[Saved entries]
Content starts

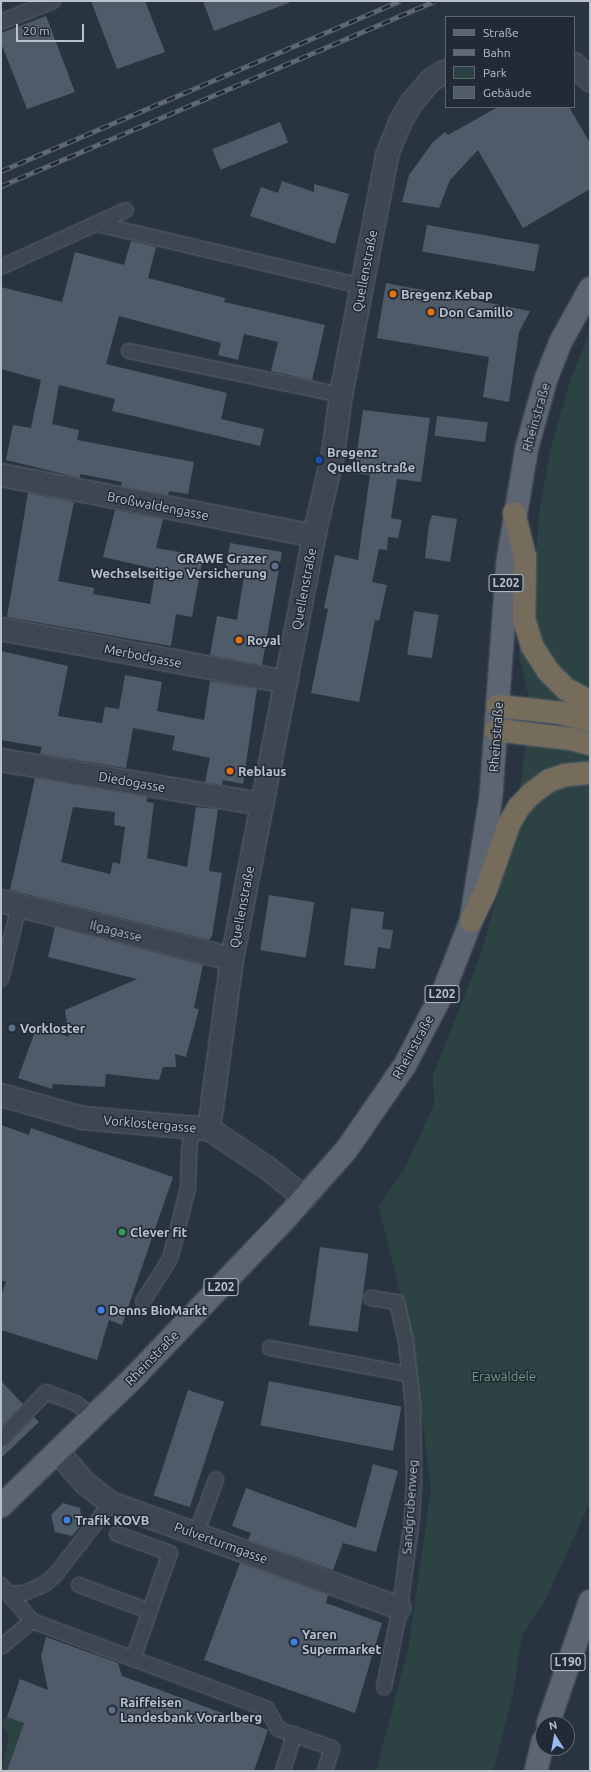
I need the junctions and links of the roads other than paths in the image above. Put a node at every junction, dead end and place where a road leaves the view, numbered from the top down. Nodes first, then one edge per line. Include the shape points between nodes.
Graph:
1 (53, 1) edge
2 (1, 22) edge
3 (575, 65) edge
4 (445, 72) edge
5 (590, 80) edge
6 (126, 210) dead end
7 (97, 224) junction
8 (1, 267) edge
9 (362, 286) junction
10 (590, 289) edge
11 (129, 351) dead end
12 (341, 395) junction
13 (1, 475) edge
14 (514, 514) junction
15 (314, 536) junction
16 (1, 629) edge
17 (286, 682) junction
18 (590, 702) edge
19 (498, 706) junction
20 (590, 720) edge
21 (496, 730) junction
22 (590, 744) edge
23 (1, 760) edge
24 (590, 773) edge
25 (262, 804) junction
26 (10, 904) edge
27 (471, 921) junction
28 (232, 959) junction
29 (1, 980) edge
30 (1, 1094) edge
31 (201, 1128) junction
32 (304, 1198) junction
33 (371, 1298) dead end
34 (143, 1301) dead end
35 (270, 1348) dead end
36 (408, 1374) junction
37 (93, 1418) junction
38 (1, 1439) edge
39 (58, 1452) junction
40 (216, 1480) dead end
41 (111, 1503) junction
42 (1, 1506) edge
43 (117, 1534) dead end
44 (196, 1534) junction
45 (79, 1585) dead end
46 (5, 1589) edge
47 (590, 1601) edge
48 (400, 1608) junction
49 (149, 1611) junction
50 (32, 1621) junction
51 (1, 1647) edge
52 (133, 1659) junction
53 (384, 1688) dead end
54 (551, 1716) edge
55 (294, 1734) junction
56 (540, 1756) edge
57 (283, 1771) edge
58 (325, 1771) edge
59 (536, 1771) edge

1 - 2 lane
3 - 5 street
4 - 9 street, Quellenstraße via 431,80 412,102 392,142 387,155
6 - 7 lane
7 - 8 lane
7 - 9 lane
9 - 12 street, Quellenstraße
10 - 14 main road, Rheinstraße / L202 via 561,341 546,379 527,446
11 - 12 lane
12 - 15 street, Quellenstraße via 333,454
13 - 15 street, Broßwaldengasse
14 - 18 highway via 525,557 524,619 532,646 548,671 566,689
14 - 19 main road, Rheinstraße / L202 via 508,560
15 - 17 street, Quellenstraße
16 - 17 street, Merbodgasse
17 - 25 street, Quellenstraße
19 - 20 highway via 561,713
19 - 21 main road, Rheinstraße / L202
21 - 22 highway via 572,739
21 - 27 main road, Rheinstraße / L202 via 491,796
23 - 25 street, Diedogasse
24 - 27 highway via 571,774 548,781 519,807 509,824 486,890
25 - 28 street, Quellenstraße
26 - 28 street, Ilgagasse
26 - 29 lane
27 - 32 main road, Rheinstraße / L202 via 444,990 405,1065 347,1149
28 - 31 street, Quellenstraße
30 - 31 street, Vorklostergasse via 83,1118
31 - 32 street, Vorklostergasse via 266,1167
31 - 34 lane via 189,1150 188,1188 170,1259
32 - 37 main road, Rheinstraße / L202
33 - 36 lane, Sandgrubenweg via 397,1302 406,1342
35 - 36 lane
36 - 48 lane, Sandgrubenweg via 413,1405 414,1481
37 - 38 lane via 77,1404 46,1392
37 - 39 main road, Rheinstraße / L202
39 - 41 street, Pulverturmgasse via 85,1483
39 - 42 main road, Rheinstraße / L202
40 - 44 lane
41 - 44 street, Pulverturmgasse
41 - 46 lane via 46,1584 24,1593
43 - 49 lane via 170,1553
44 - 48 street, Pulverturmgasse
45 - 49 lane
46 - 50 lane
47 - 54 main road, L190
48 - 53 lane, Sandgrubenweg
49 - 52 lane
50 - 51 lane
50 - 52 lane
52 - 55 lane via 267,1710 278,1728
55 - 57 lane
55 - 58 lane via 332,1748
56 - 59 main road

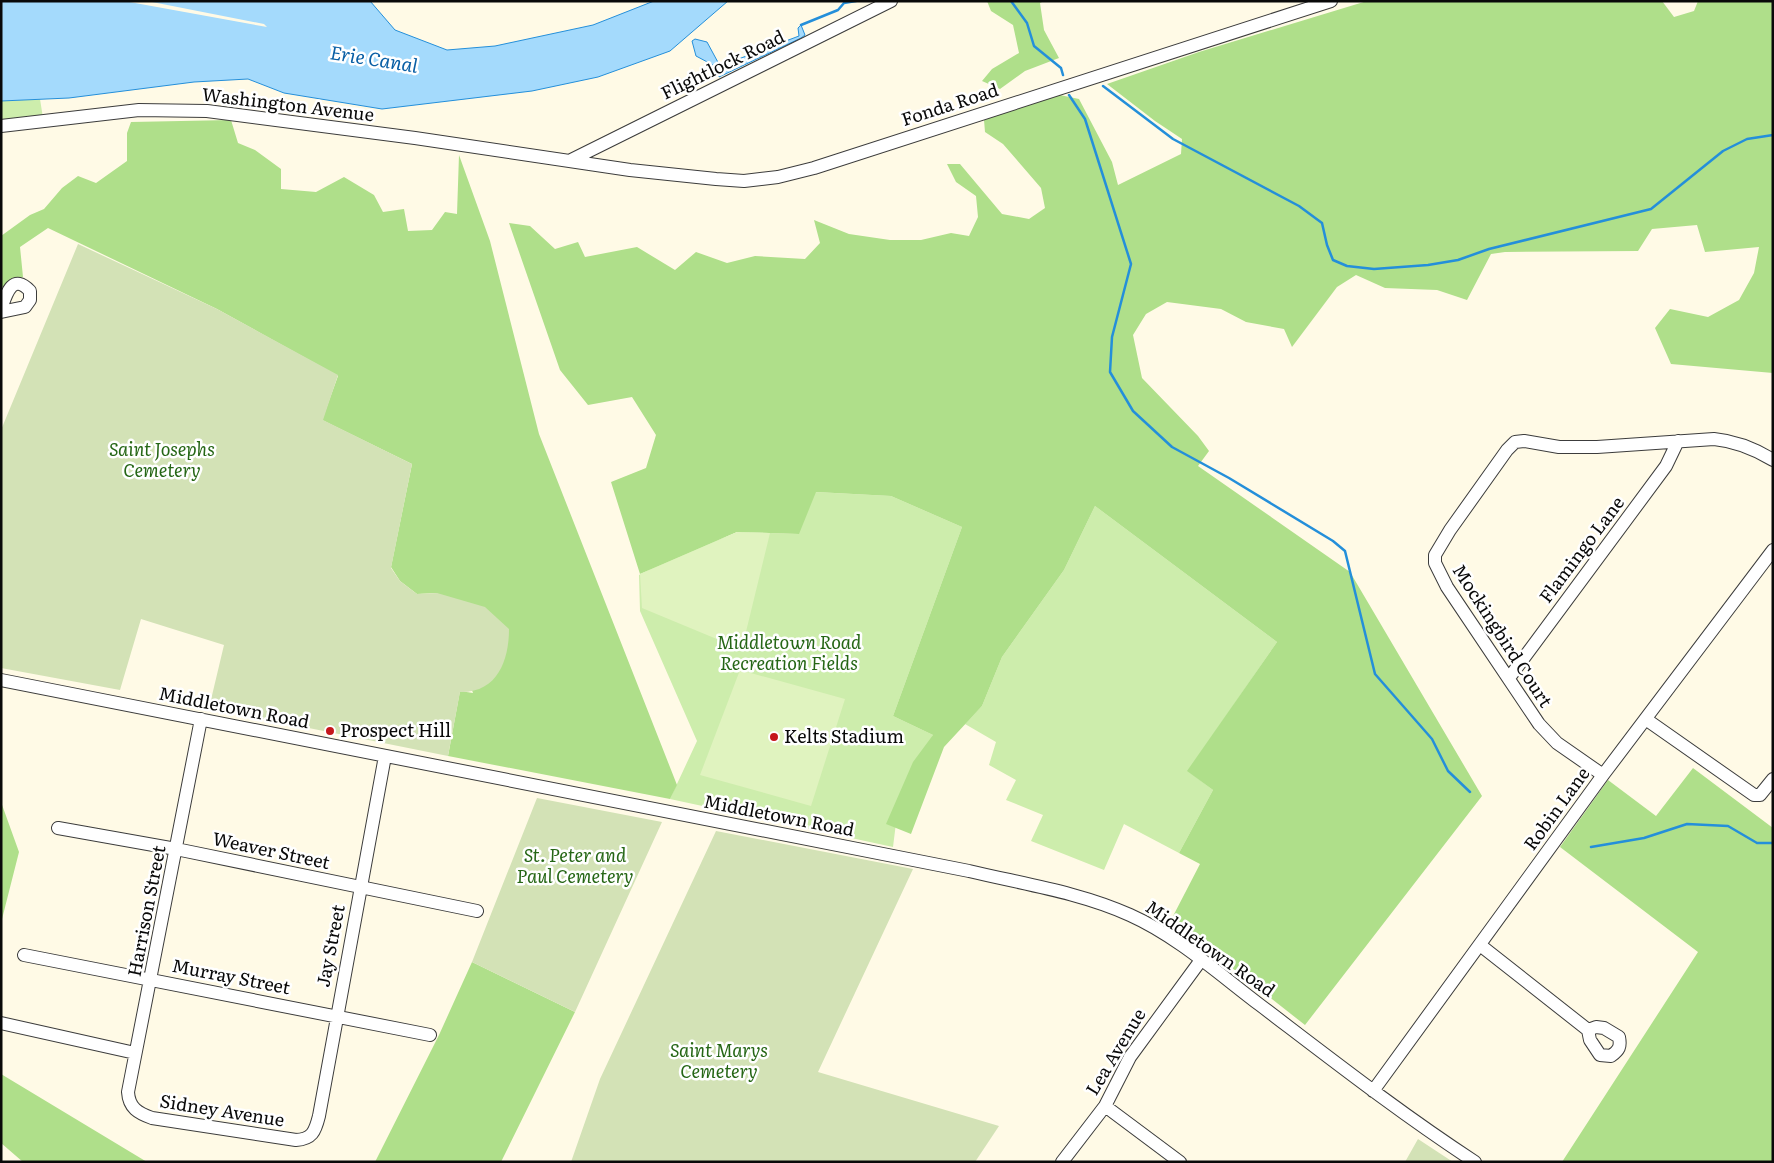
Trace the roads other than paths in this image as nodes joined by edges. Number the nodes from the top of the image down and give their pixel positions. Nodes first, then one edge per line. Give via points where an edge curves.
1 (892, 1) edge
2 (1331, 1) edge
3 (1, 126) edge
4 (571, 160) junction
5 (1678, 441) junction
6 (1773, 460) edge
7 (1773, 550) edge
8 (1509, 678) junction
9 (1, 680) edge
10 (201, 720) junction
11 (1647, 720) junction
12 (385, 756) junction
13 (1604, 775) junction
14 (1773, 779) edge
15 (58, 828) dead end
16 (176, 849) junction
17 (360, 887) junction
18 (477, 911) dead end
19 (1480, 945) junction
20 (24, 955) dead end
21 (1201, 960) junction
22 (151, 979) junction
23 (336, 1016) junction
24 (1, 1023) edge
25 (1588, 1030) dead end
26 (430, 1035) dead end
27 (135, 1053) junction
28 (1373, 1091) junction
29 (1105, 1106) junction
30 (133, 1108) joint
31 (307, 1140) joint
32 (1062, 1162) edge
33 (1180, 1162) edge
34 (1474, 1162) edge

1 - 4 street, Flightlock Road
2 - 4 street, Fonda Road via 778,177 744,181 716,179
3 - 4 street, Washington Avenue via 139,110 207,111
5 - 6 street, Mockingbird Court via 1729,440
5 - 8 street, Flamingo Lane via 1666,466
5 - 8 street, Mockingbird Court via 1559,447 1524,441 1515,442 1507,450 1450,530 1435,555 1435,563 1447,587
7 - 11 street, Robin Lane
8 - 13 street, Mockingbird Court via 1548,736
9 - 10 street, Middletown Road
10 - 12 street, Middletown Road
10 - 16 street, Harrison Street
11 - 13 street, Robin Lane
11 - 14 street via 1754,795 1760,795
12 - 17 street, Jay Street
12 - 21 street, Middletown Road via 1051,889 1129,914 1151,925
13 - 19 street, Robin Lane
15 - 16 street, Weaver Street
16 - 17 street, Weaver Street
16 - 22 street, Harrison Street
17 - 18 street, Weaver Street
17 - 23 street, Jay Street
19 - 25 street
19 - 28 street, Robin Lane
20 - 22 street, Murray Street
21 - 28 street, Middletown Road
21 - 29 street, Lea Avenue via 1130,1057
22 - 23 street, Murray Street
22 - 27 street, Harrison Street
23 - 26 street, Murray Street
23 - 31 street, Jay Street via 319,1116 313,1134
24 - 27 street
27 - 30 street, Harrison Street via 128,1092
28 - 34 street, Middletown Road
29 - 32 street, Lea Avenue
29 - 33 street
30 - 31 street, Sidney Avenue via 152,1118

Content ends

#### TASK TO COMPLETE
Without the pictures, restate each entry exactly.

#### OUTPUT FOR THIS TASK
I need the junctions and links of the roads other than paths in the image above. Put a node at every junction, dead end and place where a road leaves the view, numbered from the top down. Nodes first, then one edge per line. Include the shape points between nodes.
Graph:
1 (53, 1) edge
2 (1, 22) edge
3 (575, 65) edge
4 (445, 72) edge
5 (590, 80) edge
6 (126, 210) dead end
7 (97, 224) junction
8 (1, 267) edge
9 (362, 286) junction
10 (590, 289) edge
11 (129, 351) dead end
12 (341, 395) junction
13 (1, 475) edge
14 (514, 514) junction
15 (314, 536) junction
16 (1, 629) edge
17 (286, 682) junction
18 (590, 702) edge
19 (498, 706) junction
20 (590, 720) edge
21 (496, 730) junction
22 (590, 744) edge
23 (1, 760) edge
24 (590, 773) edge
25 (262, 804) junction
26 (10, 904) edge
27 (471, 921) junction
28 (232, 959) junction
29 (1, 980) edge
30 (1, 1094) edge
31 (201, 1128) junction
32 (304, 1198) junction
33 (371, 1298) dead end
34 (143, 1301) dead end
35 (270, 1348) dead end
36 (408, 1374) junction
37 (93, 1418) junction
38 (1, 1439) edge
39 (58, 1452) junction
40 (216, 1480) dead end
41 (111, 1503) junction
42 (1, 1506) edge
43 (117, 1534) dead end
44 (196, 1534) junction
45 (79, 1585) dead end
46 (5, 1589) edge
47 (590, 1601) edge
48 (400, 1608) junction
49 (149, 1611) junction
50 (32, 1621) junction
51 (1, 1647) edge
52 (133, 1659) junction
53 (384, 1688) dead end
54 (551, 1716) edge
55 (294, 1734) junction
56 (540, 1756) edge
57 (283, 1771) edge
58 (325, 1771) edge
59 (536, 1771) edge

1 - 2 lane
3 - 5 street
4 - 9 street, Quellenstraße via 431,80 412,102 392,142 387,155
6 - 7 lane
7 - 8 lane
7 - 9 lane
9 - 12 street, Quellenstraße
10 - 14 main road, Rheinstraße / L202 via 561,341 546,379 527,446
11 - 12 lane
12 - 15 street, Quellenstraße via 333,454
13 - 15 street, Broßwaldengasse
14 - 18 highway via 525,557 524,619 532,646 548,671 566,689
14 - 19 main road, Rheinstraße / L202 via 508,560
15 - 17 street, Quellenstraße
16 - 17 street, Merbodgasse
17 - 25 street, Quellenstraße
19 - 20 highway via 561,713
19 - 21 main road, Rheinstraße / L202
21 - 22 highway via 572,739
21 - 27 main road, Rheinstraße / L202 via 491,796
23 - 25 street, Diedogasse
24 - 27 highway via 571,774 548,781 519,807 509,824 486,890
25 - 28 street, Quellenstraße
26 - 28 street, Ilgagasse
26 - 29 lane
27 - 32 main road, Rheinstraße / L202 via 444,990 405,1065 347,1149
28 - 31 street, Quellenstraße
30 - 31 street, Vorklostergasse via 83,1118
31 - 32 street, Vorklostergasse via 266,1167
31 - 34 lane via 189,1150 188,1188 170,1259
32 - 37 main road, Rheinstraße / L202
33 - 36 lane, Sandgrubenweg via 397,1302 406,1342
35 - 36 lane
36 - 48 lane, Sandgrubenweg via 413,1405 414,1481
37 - 38 lane via 77,1404 46,1392
37 - 39 main road, Rheinstraße / L202
39 - 41 street, Pulverturmgasse via 85,1483
39 - 42 main road, Rheinstraße / L202
40 - 44 lane
41 - 44 street, Pulverturmgasse
41 - 46 lane via 46,1584 24,1593
43 - 49 lane via 170,1553
44 - 48 street, Pulverturmgasse
45 - 49 lane
46 - 50 lane
47 - 54 main road, L190
48 - 53 lane, Sandgrubenweg
49 - 52 lane
50 - 51 lane
50 - 52 lane
52 - 55 lane via 267,1710 278,1728
55 - 57 lane
55 - 58 lane via 332,1748
56 - 59 main road

Trace the roads other than paths in this image as nodes joined by edges. Number the nodes from the top of the image down and give their pixel positions. Nodes first, then one edge per line. Give via points where an edge curves.
1 (892, 1) edge
2 (1331, 1) edge
3 (1, 126) edge
4 (571, 160) junction
5 (1678, 441) junction
6 (1773, 460) edge
7 (1773, 550) edge
8 (1509, 678) junction
9 (1, 680) edge
10 (201, 720) junction
11 (1647, 720) junction
12 (385, 756) junction
13 (1604, 775) junction
14 (1773, 779) edge
15 (58, 828) dead end
16 (176, 849) junction
17 (360, 887) junction
18 (477, 911) dead end
19 (1480, 945) junction
20 (24, 955) dead end
21 (1201, 960) junction
22 (151, 979) junction
23 (336, 1016) junction
24 (1, 1023) edge
25 (1588, 1030) dead end
26 (430, 1035) dead end
27 (135, 1053) junction
28 (1373, 1091) junction
29 (1105, 1106) junction
30 (133, 1108) joint
31 (307, 1140) joint
32 (1062, 1162) edge
33 (1180, 1162) edge
34 (1474, 1162) edge

1 - 4 street, Flightlock Road
2 - 4 street, Fonda Road via 778,177 744,181 716,179
3 - 4 street, Washington Avenue via 139,110 207,111
5 - 6 street, Mockingbird Court via 1729,440
5 - 8 street, Flamingo Lane via 1666,466
5 - 8 street, Mockingbird Court via 1559,447 1524,441 1515,442 1507,450 1450,530 1435,555 1435,563 1447,587
7 - 11 street, Robin Lane
8 - 13 street, Mockingbird Court via 1548,736
9 - 10 street, Middletown Road
10 - 12 street, Middletown Road
10 - 16 street, Harrison Street
11 - 13 street, Robin Lane
11 - 14 street via 1754,795 1760,795
12 - 17 street, Jay Street
12 - 21 street, Middletown Road via 1051,889 1129,914 1151,925
13 - 19 street, Robin Lane
15 - 16 street, Weaver Street
16 - 17 street, Weaver Street
16 - 22 street, Harrison Street
17 - 18 street, Weaver Street
17 - 23 street, Jay Street
19 - 25 street
19 - 28 street, Robin Lane
20 - 22 street, Murray Street
21 - 28 street, Middletown Road
21 - 29 street, Lea Avenue via 1130,1057
22 - 23 street, Murray Street
22 - 27 street, Harrison Street
23 - 26 street, Murray Street
23 - 31 street, Jay Street via 319,1116 313,1134
24 - 27 street
27 - 30 street, Harrison Street via 128,1092
28 - 34 street, Middletown Road
29 - 32 street, Lea Avenue
29 - 33 street
30 - 31 street, Sidney Avenue via 152,1118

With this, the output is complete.